• TASK STATEMENT
Keeping every line intact, repeat the data word for word.

• EXTRACTED ENTRIES

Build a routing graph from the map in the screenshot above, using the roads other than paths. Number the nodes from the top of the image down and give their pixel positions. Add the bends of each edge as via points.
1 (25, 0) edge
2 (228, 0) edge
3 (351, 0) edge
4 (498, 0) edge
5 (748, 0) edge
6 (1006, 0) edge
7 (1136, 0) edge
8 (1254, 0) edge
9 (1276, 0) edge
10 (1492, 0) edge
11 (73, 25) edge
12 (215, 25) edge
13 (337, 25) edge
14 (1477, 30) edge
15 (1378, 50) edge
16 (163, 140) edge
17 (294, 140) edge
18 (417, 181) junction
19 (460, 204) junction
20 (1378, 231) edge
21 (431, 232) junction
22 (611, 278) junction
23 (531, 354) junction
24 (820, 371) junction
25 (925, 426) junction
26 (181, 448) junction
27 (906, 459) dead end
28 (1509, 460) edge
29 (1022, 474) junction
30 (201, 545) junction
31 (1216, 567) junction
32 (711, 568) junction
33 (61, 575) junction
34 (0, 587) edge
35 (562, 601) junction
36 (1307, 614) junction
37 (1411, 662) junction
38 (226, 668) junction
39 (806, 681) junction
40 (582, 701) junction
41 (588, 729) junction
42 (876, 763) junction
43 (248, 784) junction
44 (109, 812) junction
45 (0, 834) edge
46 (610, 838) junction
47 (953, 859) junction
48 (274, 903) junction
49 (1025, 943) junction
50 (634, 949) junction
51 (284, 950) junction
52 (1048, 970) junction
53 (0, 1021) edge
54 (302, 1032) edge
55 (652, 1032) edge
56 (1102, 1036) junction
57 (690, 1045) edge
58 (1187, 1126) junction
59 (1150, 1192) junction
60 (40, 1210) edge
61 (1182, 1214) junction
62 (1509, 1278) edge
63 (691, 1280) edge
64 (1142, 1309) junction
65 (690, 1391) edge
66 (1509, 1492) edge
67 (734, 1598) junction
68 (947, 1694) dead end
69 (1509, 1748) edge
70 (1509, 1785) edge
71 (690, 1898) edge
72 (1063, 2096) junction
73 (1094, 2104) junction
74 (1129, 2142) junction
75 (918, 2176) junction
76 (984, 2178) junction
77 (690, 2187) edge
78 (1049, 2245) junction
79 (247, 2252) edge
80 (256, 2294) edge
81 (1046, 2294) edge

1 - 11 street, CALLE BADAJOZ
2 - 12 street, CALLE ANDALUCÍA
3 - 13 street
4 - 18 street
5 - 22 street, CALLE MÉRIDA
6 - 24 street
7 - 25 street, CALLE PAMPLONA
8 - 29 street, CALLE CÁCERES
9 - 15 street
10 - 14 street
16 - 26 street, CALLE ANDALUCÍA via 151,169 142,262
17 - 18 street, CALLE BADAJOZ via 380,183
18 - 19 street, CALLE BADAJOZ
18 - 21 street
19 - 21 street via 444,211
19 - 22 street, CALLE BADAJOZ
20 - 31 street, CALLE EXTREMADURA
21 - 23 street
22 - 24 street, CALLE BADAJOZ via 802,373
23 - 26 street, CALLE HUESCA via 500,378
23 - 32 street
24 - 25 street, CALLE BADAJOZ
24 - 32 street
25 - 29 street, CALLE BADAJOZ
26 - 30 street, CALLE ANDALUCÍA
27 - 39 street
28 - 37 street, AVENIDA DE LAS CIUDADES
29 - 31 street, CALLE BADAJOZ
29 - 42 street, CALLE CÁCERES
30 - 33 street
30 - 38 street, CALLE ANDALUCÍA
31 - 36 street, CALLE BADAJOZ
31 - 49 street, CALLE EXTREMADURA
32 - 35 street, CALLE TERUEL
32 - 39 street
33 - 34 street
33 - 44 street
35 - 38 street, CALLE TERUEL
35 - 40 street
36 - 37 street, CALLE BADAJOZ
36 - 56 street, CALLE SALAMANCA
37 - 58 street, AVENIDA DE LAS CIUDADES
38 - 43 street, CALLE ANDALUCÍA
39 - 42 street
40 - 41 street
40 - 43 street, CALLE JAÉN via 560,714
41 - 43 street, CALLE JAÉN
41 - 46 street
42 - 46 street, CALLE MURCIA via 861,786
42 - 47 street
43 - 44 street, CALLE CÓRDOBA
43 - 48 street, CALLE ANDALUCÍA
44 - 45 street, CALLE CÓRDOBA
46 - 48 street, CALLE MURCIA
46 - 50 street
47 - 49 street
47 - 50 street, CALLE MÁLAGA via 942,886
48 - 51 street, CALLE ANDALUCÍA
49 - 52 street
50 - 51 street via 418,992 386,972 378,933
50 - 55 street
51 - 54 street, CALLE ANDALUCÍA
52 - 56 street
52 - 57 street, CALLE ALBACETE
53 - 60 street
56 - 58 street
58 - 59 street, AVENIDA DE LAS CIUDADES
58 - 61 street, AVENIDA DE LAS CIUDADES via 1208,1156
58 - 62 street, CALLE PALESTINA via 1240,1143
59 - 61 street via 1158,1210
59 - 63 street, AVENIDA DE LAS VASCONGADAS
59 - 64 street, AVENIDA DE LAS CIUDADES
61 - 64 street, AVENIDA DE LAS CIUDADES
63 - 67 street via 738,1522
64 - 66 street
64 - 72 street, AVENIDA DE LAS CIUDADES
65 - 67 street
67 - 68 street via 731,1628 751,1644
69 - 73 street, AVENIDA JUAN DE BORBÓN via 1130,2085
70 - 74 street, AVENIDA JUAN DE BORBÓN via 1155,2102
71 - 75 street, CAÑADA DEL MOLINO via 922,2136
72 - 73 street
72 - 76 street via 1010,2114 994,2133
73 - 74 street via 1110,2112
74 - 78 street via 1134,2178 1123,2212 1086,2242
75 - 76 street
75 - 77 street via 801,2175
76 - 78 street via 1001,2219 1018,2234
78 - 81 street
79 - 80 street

• ANSWER AREA
Build a routing graph from the map in the screenshot above, using the roads other than paths. Number the nodes from the top of the image down and give their pixel positions. Add the bends of each edge as via points.
1 (25, 0) edge
2 (228, 0) edge
3 (351, 0) edge
4 (498, 0) edge
5 (748, 0) edge
6 (1006, 0) edge
7 (1136, 0) edge
8 (1254, 0) edge
9 (1276, 0) edge
10 (1492, 0) edge
11 (73, 25) edge
12 (215, 25) edge
13 (337, 25) edge
14 (1477, 30) edge
15 (1378, 50) edge
16 (163, 140) edge
17 (294, 140) edge
18 (417, 181) junction
19 (460, 204) junction
20 (1378, 231) edge
21 (431, 232) junction
22 (611, 278) junction
23 (531, 354) junction
24 (820, 371) junction
25 (925, 426) junction
26 (181, 448) junction
27 (906, 459) dead end
28 (1509, 460) edge
29 (1022, 474) junction
30 (201, 545) junction
31 (1216, 567) junction
32 (711, 568) junction
33 (61, 575) junction
34 (0, 587) edge
35 (562, 601) junction
36 (1307, 614) junction
37 (1411, 662) junction
38 (226, 668) junction
39 (806, 681) junction
40 (582, 701) junction
41 (588, 729) junction
42 (876, 763) junction
43 (248, 784) junction
44 (109, 812) junction
45 (0, 834) edge
46 (610, 838) junction
47 (953, 859) junction
48 (274, 903) junction
49 (1025, 943) junction
50 (634, 949) junction
51 (284, 950) junction
52 (1048, 970) junction
53 (0, 1021) edge
54 (302, 1032) edge
55 (652, 1032) edge
56 (1102, 1036) junction
57 (690, 1045) edge
58 (1187, 1126) junction
59 (1150, 1192) junction
60 (40, 1210) edge
61 (1182, 1214) junction
62 (1509, 1278) edge
63 (691, 1280) edge
64 (1142, 1309) junction
65 (690, 1391) edge
66 (1509, 1492) edge
67 (734, 1598) junction
68 (947, 1694) dead end
69 (1509, 1748) edge
70 (1509, 1785) edge
71 (690, 1898) edge
72 (1063, 2096) junction
73 (1094, 2104) junction
74 (1129, 2142) junction
75 (918, 2176) junction
76 (984, 2178) junction
77 (690, 2187) edge
78 (1049, 2245) junction
79 (247, 2252) edge
80 (256, 2294) edge
81 (1046, 2294) edge

1 - 11 street, CALLE BADAJOZ
2 - 12 street, CALLE ANDALUCÍA
3 - 13 street
4 - 18 street
5 - 22 street, CALLE MÉRIDA
6 - 24 street
7 - 25 street, CALLE PAMPLONA
8 - 29 street, CALLE CÁCERES
9 - 15 street
10 - 14 street
16 - 26 street, CALLE ANDALUCÍA via 151,169 142,262
17 - 18 street, CALLE BADAJOZ via 380,183
18 - 19 street, CALLE BADAJOZ
18 - 21 street
19 - 21 street via 444,211
19 - 22 street, CALLE BADAJOZ
20 - 31 street, CALLE EXTREMADURA
21 - 23 street
22 - 24 street, CALLE BADAJOZ via 802,373
23 - 26 street, CALLE HUESCA via 500,378
23 - 32 street
24 - 25 street, CALLE BADAJOZ
24 - 32 street
25 - 29 street, CALLE BADAJOZ
26 - 30 street, CALLE ANDALUCÍA
27 - 39 street
28 - 37 street, AVENIDA DE LAS CIUDADES
29 - 31 street, CALLE BADAJOZ
29 - 42 street, CALLE CÁCERES
30 - 33 street
30 - 38 street, CALLE ANDALUCÍA
31 - 36 street, CALLE BADAJOZ
31 - 49 street, CALLE EXTREMADURA
32 - 35 street, CALLE TERUEL
32 - 39 street
33 - 34 street
33 - 44 street
35 - 38 street, CALLE TERUEL
35 - 40 street
36 - 37 street, CALLE BADAJOZ
36 - 56 street, CALLE SALAMANCA
37 - 58 street, AVENIDA DE LAS CIUDADES
38 - 43 street, CALLE ANDALUCÍA
39 - 42 street
40 - 41 street
40 - 43 street, CALLE JAÉN via 560,714
41 - 43 street, CALLE JAÉN
41 - 46 street
42 - 46 street, CALLE MURCIA via 861,786
42 - 47 street
43 - 44 street, CALLE CÓRDOBA
43 - 48 street, CALLE ANDALUCÍA
44 - 45 street, CALLE CÓRDOBA
46 - 48 street, CALLE MURCIA
46 - 50 street
47 - 49 street
47 - 50 street, CALLE MÁLAGA via 942,886
48 - 51 street, CALLE ANDALUCÍA
49 - 52 street
50 - 51 street via 418,992 386,972 378,933
50 - 55 street
51 - 54 street, CALLE ANDALUCÍA
52 - 56 street
52 - 57 street, CALLE ALBACETE
53 - 60 street
56 - 58 street
58 - 59 street, AVENIDA DE LAS CIUDADES
58 - 61 street, AVENIDA DE LAS CIUDADES via 1208,1156
58 - 62 street, CALLE PALESTINA via 1240,1143
59 - 61 street via 1158,1210
59 - 63 street, AVENIDA DE LAS VASCONGADAS
59 - 64 street, AVENIDA DE LAS CIUDADES
61 - 64 street, AVENIDA DE LAS CIUDADES
63 - 67 street via 738,1522
64 - 66 street
64 - 72 street, AVENIDA DE LAS CIUDADES
65 - 67 street
67 - 68 street via 731,1628 751,1644
69 - 73 street, AVENIDA JUAN DE BORBÓN via 1130,2085
70 - 74 street, AVENIDA JUAN DE BORBÓN via 1155,2102
71 - 75 street, CAÑADA DEL MOLINO via 922,2136
72 - 73 street
72 - 76 street via 1010,2114 994,2133
73 - 74 street via 1110,2112
74 - 78 street via 1134,2178 1123,2212 1086,2242
75 - 76 street
75 - 77 street via 801,2175
76 - 78 street via 1001,2219 1018,2234
78 - 81 street
79 - 80 street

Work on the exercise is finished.